Task to complete: This task calls for every entry below to be repeated exactly, without the pictures.
----- Exercise inputs -----
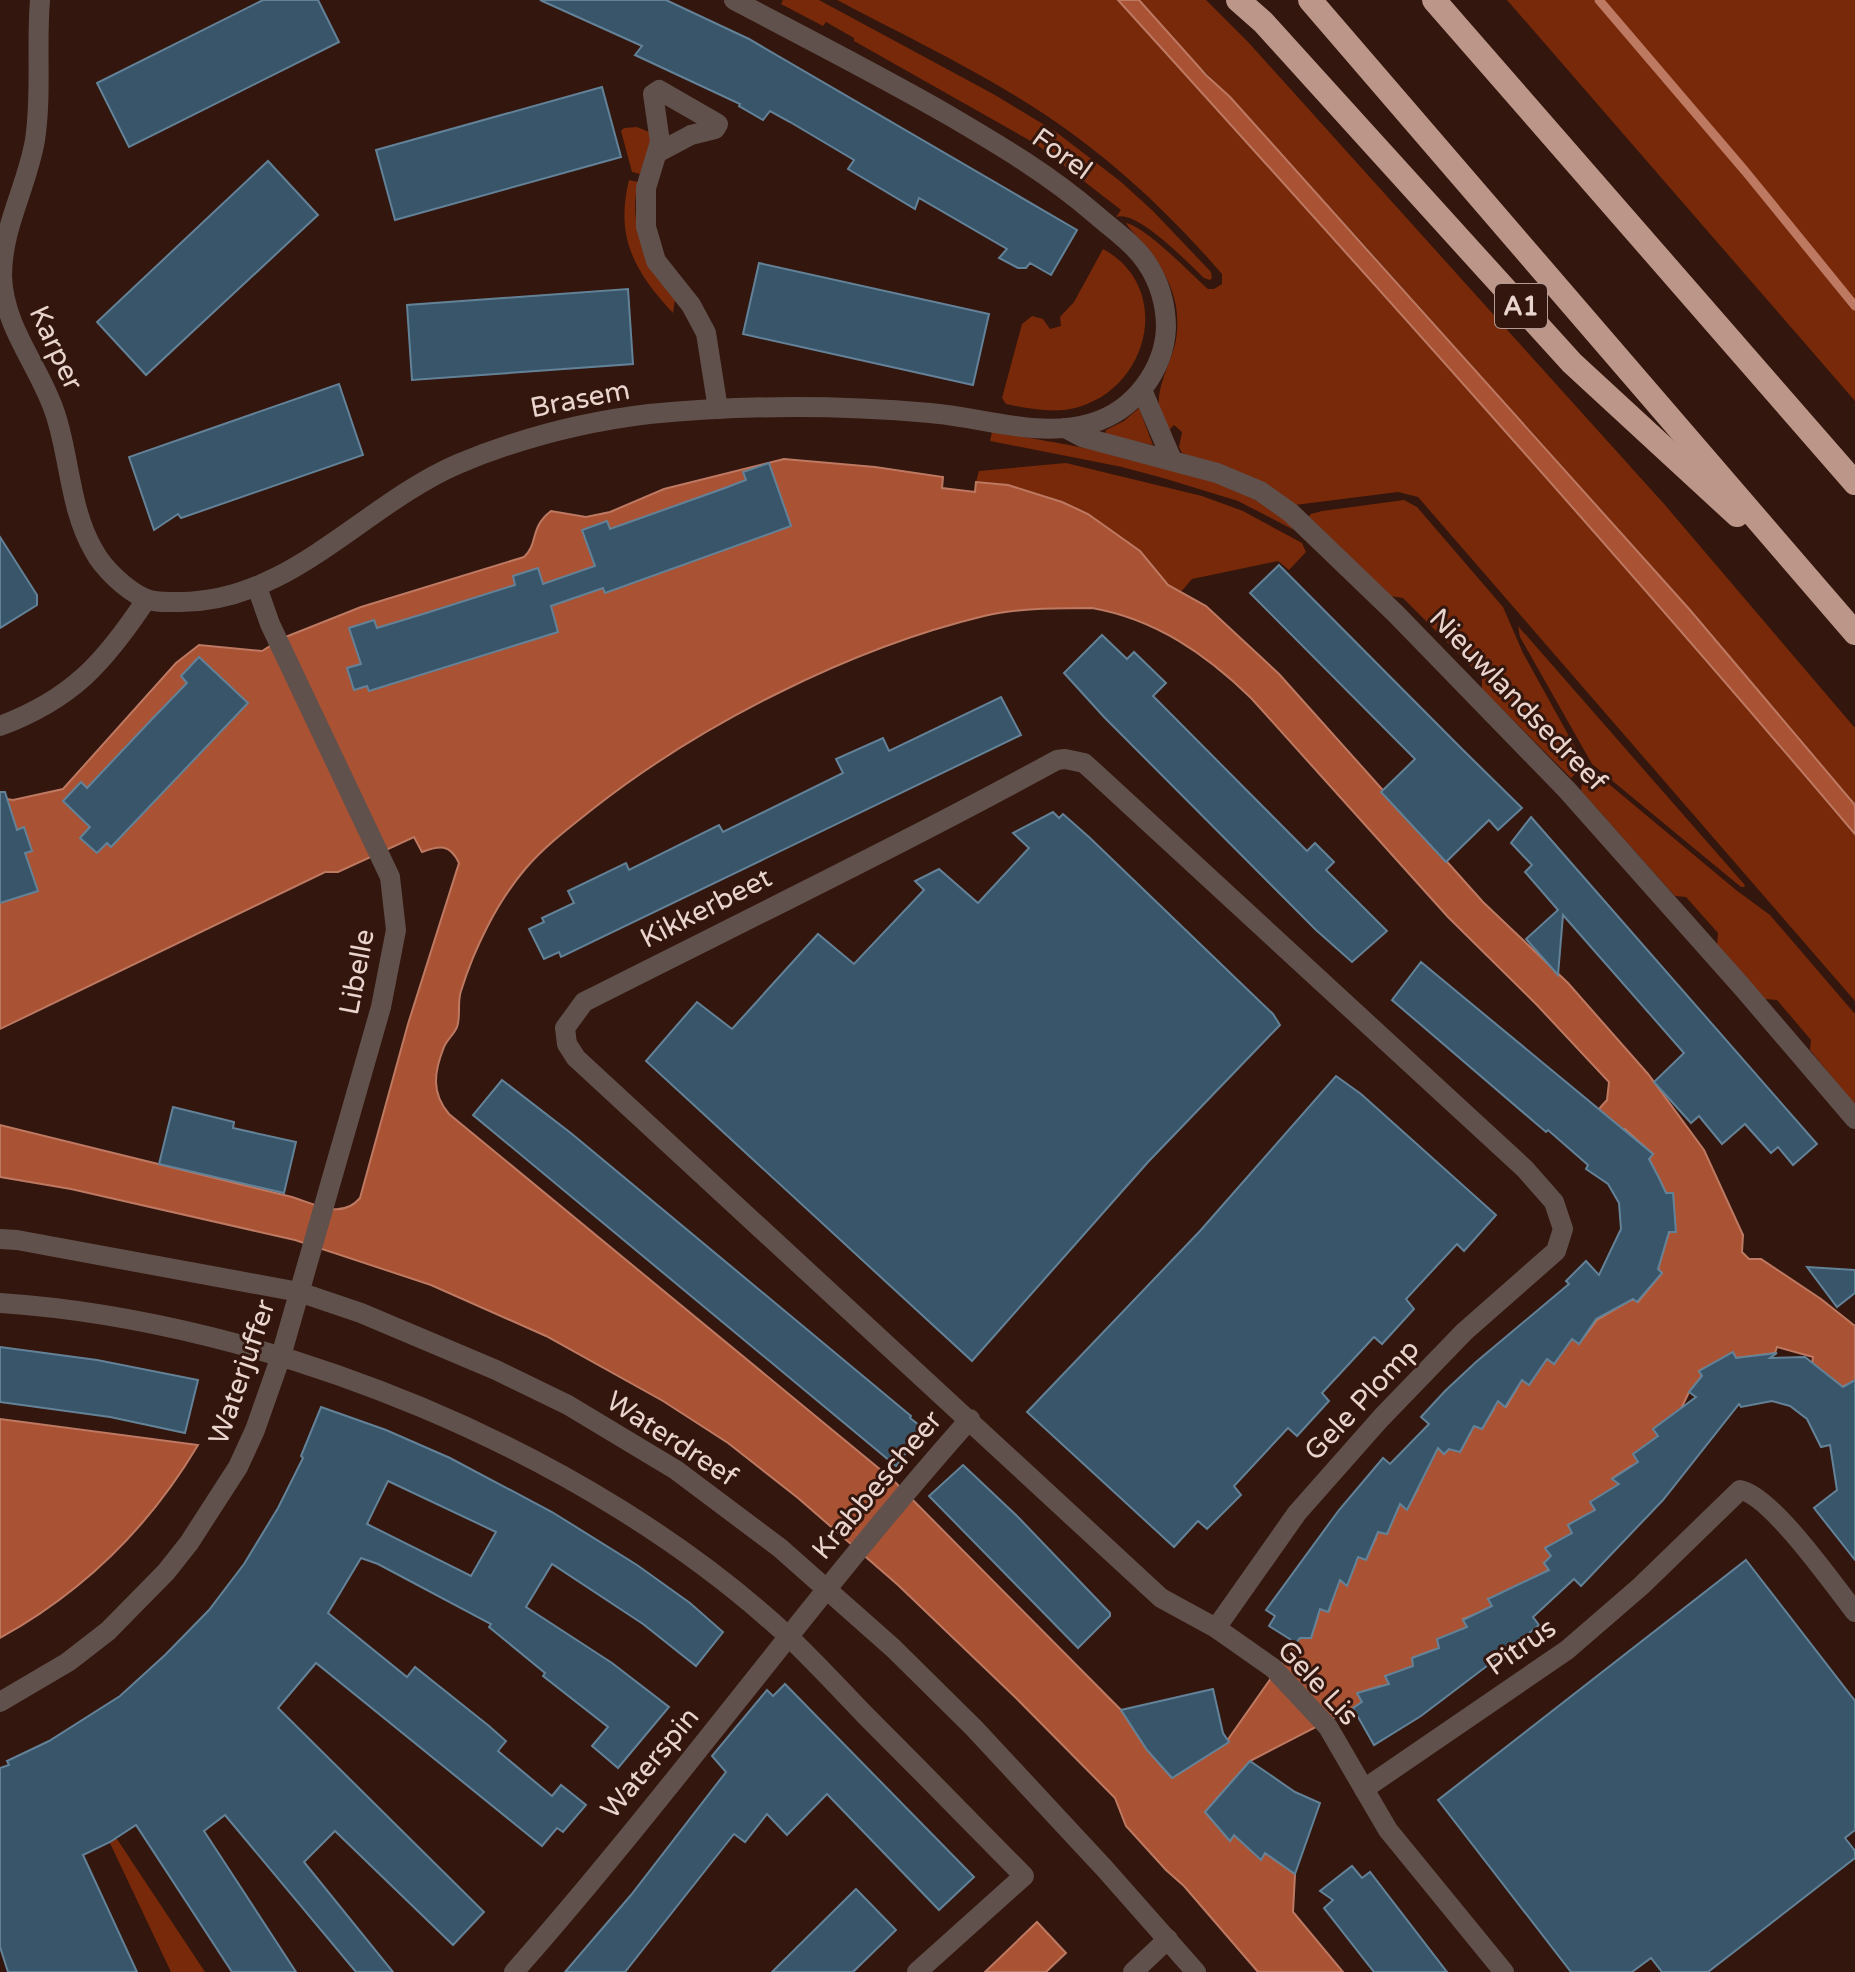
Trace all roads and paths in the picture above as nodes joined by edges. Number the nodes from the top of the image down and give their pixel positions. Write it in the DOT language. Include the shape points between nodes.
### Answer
graph roads {
  1 [pos="40,0"];
  2 [pos="734,0"];
  3 [pos="1238,0"];
  4 [pos="1310,0"];
  5 [pos="1434,0"];
  6 [pos="659,152"];
  7 [pos="1142,390"];
  8 [pos="718,409"];
  9 [pos="1065,428"];
  10 [pos="1172,460"];
  11 [pos="1855,483"];
  12 [pos="257,587"];
  13 [pos="1822,593"];
  14 [pos="146,600"];
  15 [pos="1855,633"];
  16 [pos="0,726"];
  17 [pos="1337,996"];
  18 [pos="1855,1119"];
  19 [pos="0,1239"];
  20 [pos="299,1292"];
  21 [pos="0,1303"];
  22 [pos="281,1356"];
  23 [pos="970,1419"];
  24 [pos="827,1588"];
  25 [pos="1855,1612"];
  26 [pos="1216,1628"];
  27 [pos="790,1638"];
  28 [pos="0,1702"];
  29 [pos="1364,1789"];
  30 [pos="1168,1939"];
  31 [pos="514,1972"];
  32 [pos="917,1972"];
  33 [pos="1133,1972"];
  34 [pos="1196,1972"];
  35 [pos="1504,1972"];
  1 -- 14 [label="street, Karper" via="35,138 3,251 4,299 10,323 55,412 95,555"];
  2 -- 7 [label="street, Forel" via="1013,152 1136,249 1159,286 1166,329 1159,361"];
  3 -- 13 [label="highway, A1" via="1572,363"];
  4 -- 13 [label="highway, A1"];
  5 -- 11 [label="highway"];
  6 -- 8 [label="street" via="646,188 646,227 656,261 706,333"];
  7 -- 9 [label="street, Forel" via="1107,418"];
  7 -- 10 [label="street"];
  8 -- 9 [label="street, Brasem" via="925,412 1029,428"];
  8 -- 12 [label="street, Brasem" via="602,421 495,450 440,473"];
  9 -- 10 [label="street, Nieuwlandsedreef"];
  10 -- 18 [label="street, Nieuwlandsedreef" via="1260,491 1291,513 1396,614 1567,790"];
  12 -- 14 [label="street, Brasem" via="191,602"];
  12 -- 20 [label="street, Libelle" via="390,877 396,930 381,1007"];
  13 -- 15 [label="highway, A1"];
  14 -- 16 [label="street" via="100,662 59,699"];
  17 -- 23 [label="street, Kikkerbeet" via="1084,763 1065,759 584,1002 570,1018 567,1044 576,1058"];
  17 -- 26 [label="street, Gele Plomp" via="1525,1169 1554,1202 1563,1229 1556,1251 1464,1332 1297,1513"];
  19 -- 20 [label="street, Waterdreef"];
  20 -- 22 [label="street, Waterjuffer"];
  20 -- 24 [label="street, Waterdreef" via="426,1339 568,1405 676,1470"];
  21 -- 22 [label="street" via="155,1323"];
  22 -- 27 [label="street" via="408,1402 577,1484 699,1564"];
  22 -- 28 [label="street, Waterjuffer" via="238,1467 181,1553 108,1631"];
  23 -- 24 [label="street, Krabbescheer"];
  23 -- 26 [label="street" via="1161,1598"];
  24 -- 27 [label="street, Waterspin"];
  24 -- 30 [label="street, Waterdreef" via="974,1728"];
  25 -- 29 [label="street, Pitrus" via="1780,1519 1750,1492 1740,1490 1567,1650"];
  26 -- 29 [label="street, Gele Lis" via="1273,1668 1328,1727"];
  27 -- 31 [label="street, Waterspin"];
  27 -- 32 [label="street" via="1024,1876"];
  29 -- 35 [label="street" via="1388,1830"];
  30 -- 33 [label="street"];
  30 -- 34 [label="street, Waterdreef"];
}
-----
Task solution:
Trace all roads and paths in the picture above as nodes joined by edges. Number the nodes from the top of the image down and give their pixel positions. Write it in the DOT language. Include the shape points between nodes.
### Answer
graph roads {
  1 [pos="40,0"];
  2 [pos="734,0"];
  3 [pos="1238,0"];
  4 [pos="1310,0"];
  5 [pos="1434,0"];
  6 [pos="659,152"];
  7 [pos="1142,390"];
  8 [pos="718,409"];
  9 [pos="1065,428"];
  10 [pos="1172,460"];
  11 [pos="1855,483"];
  12 [pos="257,587"];
  13 [pos="1822,593"];
  14 [pos="146,600"];
  15 [pos="1855,633"];
  16 [pos="0,726"];
  17 [pos="1337,996"];
  18 [pos="1855,1119"];
  19 [pos="0,1239"];
  20 [pos="299,1292"];
  21 [pos="0,1303"];
  22 [pos="281,1356"];
  23 [pos="970,1419"];
  24 [pos="827,1588"];
  25 [pos="1855,1612"];
  26 [pos="1216,1628"];
  27 [pos="790,1638"];
  28 [pos="0,1702"];
  29 [pos="1364,1789"];
  30 [pos="1168,1939"];
  31 [pos="514,1972"];
  32 [pos="917,1972"];
  33 [pos="1133,1972"];
  34 [pos="1196,1972"];
  35 [pos="1504,1972"];
  1 -- 14 [label="street, Karper" via="35,138 3,251 4,299 10,323 55,412 95,555"];
  2 -- 7 [label="street, Forel" via="1013,152 1136,249 1159,286 1166,329 1159,361"];
  3 -- 13 [label="highway, A1" via="1572,363"];
  4 -- 13 [label="highway, A1"];
  5 -- 11 [label="highway"];
  6 -- 8 [label="street" via="646,188 646,227 656,261 706,333"];
  7 -- 9 [label="street, Forel" via="1107,418"];
  7 -- 10 [label="street"];
  8 -- 9 [label="street, Brasem" via="925,412 1029,428"];
  8 -- 12 [label="street, Brasem" via="602,421 495,450 440,473"];
  9 -- 10 [label="street, Nieuwlandsedreef"];
  10 -- 18 [label="street, Nieuwlandsedreef" via="1260,491 1291,513 1396,614 1567,790"];
  12 -- 14 [label="street, Brasem" via="191,602"];
  12 -- 20 [label="street, Libelle" via="390,877 396,930 381,1007"];
  13 -- 15 [label="highway, A1"];
  14 -- 16 [label="street" via="100,662 59,699"];
  17 -- 23 [label="street, Kikkerbeet" via="1084,763 1065,759 584,1002 570,1018 567,1044 576,1058"];
  17 -- 26 [label="street, Gele Plomp" via="1525,1169 1554,1202 1563,1229 1556,1251 1464,1332 1297,1513"];
  19 -- 20 [label="street, Waterdreef"];
  20 -- 22 [label="street, Waterjuffer"];
  20 -- 24 [label="street, Waterdreef" via="426,1339 568,1405 676,1470"];
  21 -- 22 [label="street" via="155,1323"];
  22 -- 27 [label="street" via="408,1402 577,1484 699,1564"];
  22 -- 28 [label="street, Waterjuffer" via="238,1467 181,1553 108,1631"];
  23 -- 24 [label="street, Krabbescheer"];
  23 -- 26 [label="street" via="1161,1598"];
  24 -- 27 [label="street, Waterspin"];
  24 -- 30 [label="street, Waterdreef" via="974,1728"];
  25 -- 29 [label="street, Pitrus" via="1780,1519 1750,1492 1740,1490 1567,1650"];
  26 -- 29 [label="street, Gele Lis" via="1273,1668 1328,1727"];
  27 -- 31 [label="street, Waterspin"];
  27 -- 32 [label="street" via="1024,1876"];
  29 -- 35 [label="street" via="1388,1830"];
  30 -- 33 [label="street"];
  30 -- 34 [label="street, Waterdreef"];
}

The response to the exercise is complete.